Figure 2.

DNA Supercoiling in vivo (a) Twin-supercoiled domain model explaining the generation of dynamic positive supercoils ahead and negative supercoils behind of the protein complex that translocates along the DNA double helix [15]. Although this supercoiling regulates the variety of DNA transactions, excessive DNA supercoils will halt the further progression of translocating complex if not properly resolved. (b) Methods for detection of DNA supercoiling in vivo. Top panel: DNA supercoiling have been most frequently probed with psoralen. Psoralen freely crosses cellular membranes, intercalates between DNA bases and forms crosslinks between the two strands when exposed to UV light [127]. It has a different preference for relaxed, positively supercoiled, and negatively supercoiled DNA (blue curve). Taking advantage of this psoralen property, supercoiled DNA have been mapped in bacteria, yeast, Drosophila, and human cells [66,69,119,145]. Recently developed GapR-seq assay is based on the ability of the bacterial protein GapR to preferentially recognize overtwisted DNA (green curve).

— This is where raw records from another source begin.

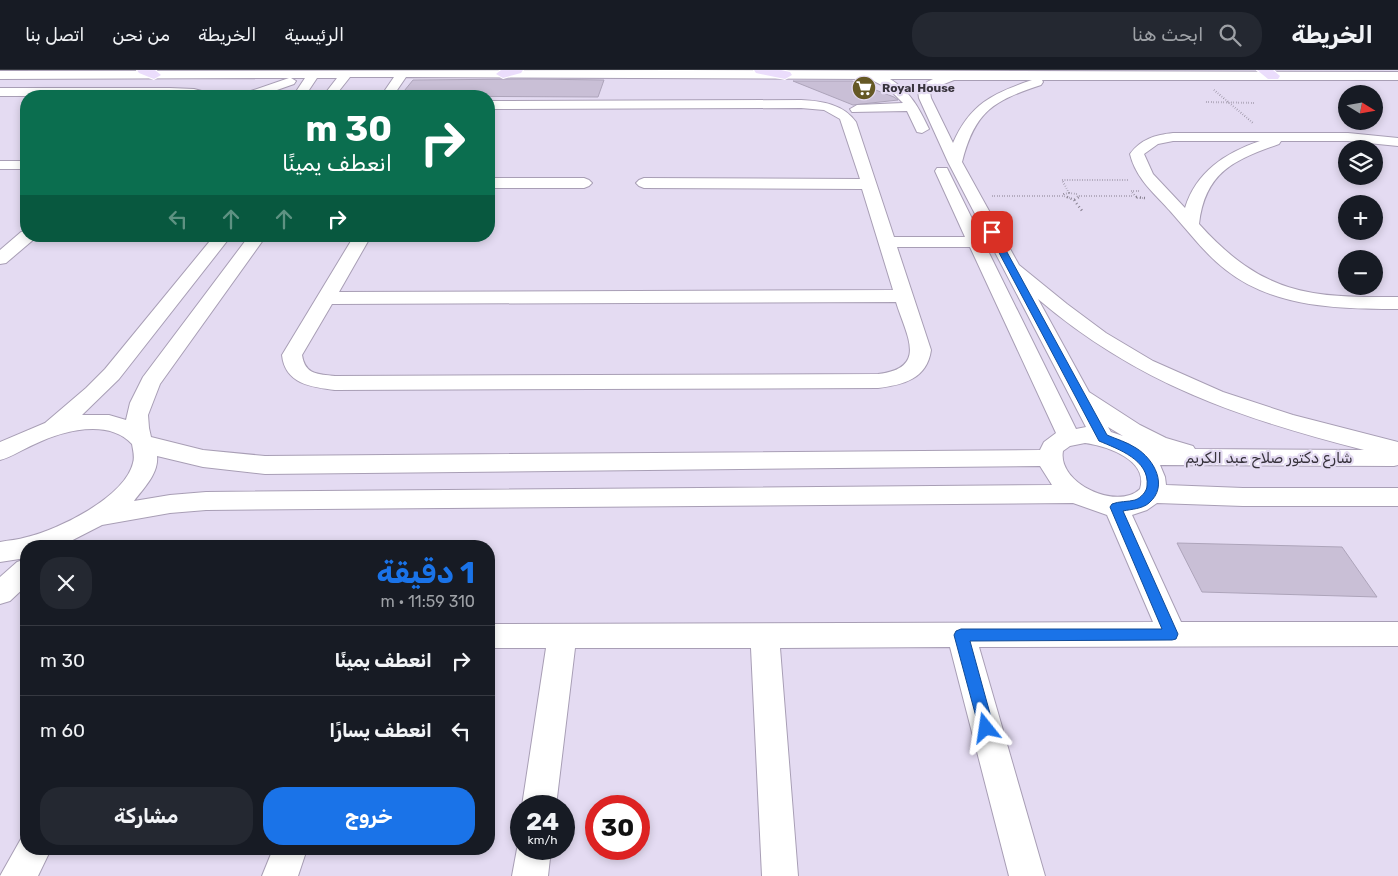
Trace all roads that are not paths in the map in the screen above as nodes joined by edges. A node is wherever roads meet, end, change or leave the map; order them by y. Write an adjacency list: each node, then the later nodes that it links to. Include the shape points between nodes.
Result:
1 (761, 70): 10 (main road)
2 (510, 72): 7 (street); 17 (street)
3 (149, 73): 8 (street); 9 (street)
4 (1269, 73): 13 (street); 14 (street)
5 (313, 74): 6 (street); 9 (street); 19 (street); 20 (street)
6 (346, 74): 7 (street); 21 (street)
7 (402, 74): 22 (street)
8 (0, 75)
9 (207, 75): 16 (street)
10 (785, 75): 11 (street); 17 (street)
11 (871, 76): 12 (street); 26 (street)
12 (953, 76): 13 (street); 23 (street, via 930,85)
13 (1061, 76): 34 (street, via 1006,94 979,111 963,132)
14 (1315, 76): 15 (street); 18 (street)
15 (1398, 76)
16 (219, 87)
17 (626, 88): 27 (street); 40 (street, via 827,107 845,116 849,122)
18 (1398, 88)
19 (264, 90)
20 (303, 90)
21 (334, 90)
22 (391, 90)
23 (924, 91): 26 (street, via 912,89); 34 (street)
24 (0, 92): 25 (street)
25 (20, 92)
26 (902, 92): 28 (street)
27 (495, 104)
28 (912, 107): 29 (street); 42 (street)
29 (857, 109)
30 (1288, 136): 31 (street); 43 (street, via 1251,150 1216,169 1204,180 1196,194); 43 (street, via 1181,136 1149,142 1141,147 1136,154 1138,162)
31 (1398, 142)
32 (0, 156): 33 (street)
33 (20, 156)
34 (955, 162): 41 (street)
35 (0, 165): 36 (street)
36 (20, 165)
37 (495, 183): 38 (street)
38 (584, 183)
39 (644, 183): 40 (street)
40 (868, 184): 50 (street)
41 (983, 215): 42 (street); 53 (street)
42 (964, 216): 51 (street)
43 (1191, 225): 56 (street, via 1241,273 1283,292 1332,302)
44 (20, 230): 46 (street)
45 (20, 233): 52 (street)
46 (0, 239)
47 (219, 242): 58 (street, via 112,374 94,393)
48 (253, 242): 61 (street, via 150,382 135,422)
49 (359, 242): 55 (street)
50 (886, 242): 51 (street); 54 (street)
51 (976, 242): 59 (street)
52 (0, 259)
53 (1011, 267): 57 (street); 63 (street, via 1082,326 1178,381 1292,424)
54 (904, 296): 55 (street); 55 (street, via 921,350 921,360 911,372 878,382 327,382 306,378 292,364 296,346)
55 (326, 298)
56 (1398, 303)
57 (1077, 392): 60 (street); 67 (street, via 1114,419 1151,439 1182,452)
58 (41, 433): 61 (street, via 87,422 104,423 124,427); 62 (street); 64 (street)
59 (1069, 437): 60 (street); 66 (street, via 1057,443)
60 (1103, 438): 65 (street, via 1123,445)
61 (141, 440): 69 (street, via 168,453 199,459); 75 (street, via 146,453 138,477 122,497)
62 (0, 447)
63 (1398, 450)
64 (0, 452)
65 (1140, 457): 67 (street, شارع دكتور صلاح عبد الكريم); 71 (street, via 1152,476)
66 (1050, 458): 69 (street); 70 (street, via 1050,465 1059,480)
67 (1216, 458): 68 (street, شارع دكتور صلاح عبد الكريم)
68 (1398, 458)
69 (265, 464): 73 (street, via 248,470 235,481 233,493)
70 (1075, 494): 73 (street); 74 (street, via 1095,503)
71 (1151, 494): 72 (street, via 1243,498); 74 (street, via 1137,504)
72 (1398, 497)
73 (243, 500): 75 (street, via 170,504)
74 (1116, 507): 82 (street)
75 (94, 519): 76 (street); 77 (street)
76 (50, 540)
77 (65, 540)
78 (20, 549): 79 (street)
79 (0, 552)
80 (20, 575): 81 (street)
81 (0, 593)
82 (1172, 634): 83 (street); 85 (street)
83 (1398, 634)
84 (765, 635): 85 (street); 87 (street); 95 (street)
85 (961, 635): 96 (street)
86 (495, 636): 87 (street)
87 (562, 636): 88 (street)
88 (540, 795)
89 (30, 855): 92 (street)
90 (288, 855): 93 (street)
91 (532, 860): 94 (street)
92 (18, 876)
93 (280, 876)
94 (530, 876)
95 (780, 876)
96 (1027, 876)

Chromatin immunoprecipitation of GapR combined with high-throughput sequencing was used to generate maps of positive supercoiling in bacteria and yeast [97]. Detection of topoisomerase activity sites (Middle panel) and non-B DNA structures (Bottom panel) are also powerful methods to predict DNA supercoiling in vivo [71,132,146]. There has been considerable concordance between the studies supporting the main prophecies of the twin-supercoiled domain model: negative torsional stress accumulated at the upstream promoter region of the active genes, while positive torsional stress accrues in a transcription-dependent manner in gene bodies and downstream to the 3’ ends of genes. – Sc (negatively supercoiled DNA); R (relaxed DNA); +Sc (positively supercoiled DNA). Blue triangle (Non-B DNA).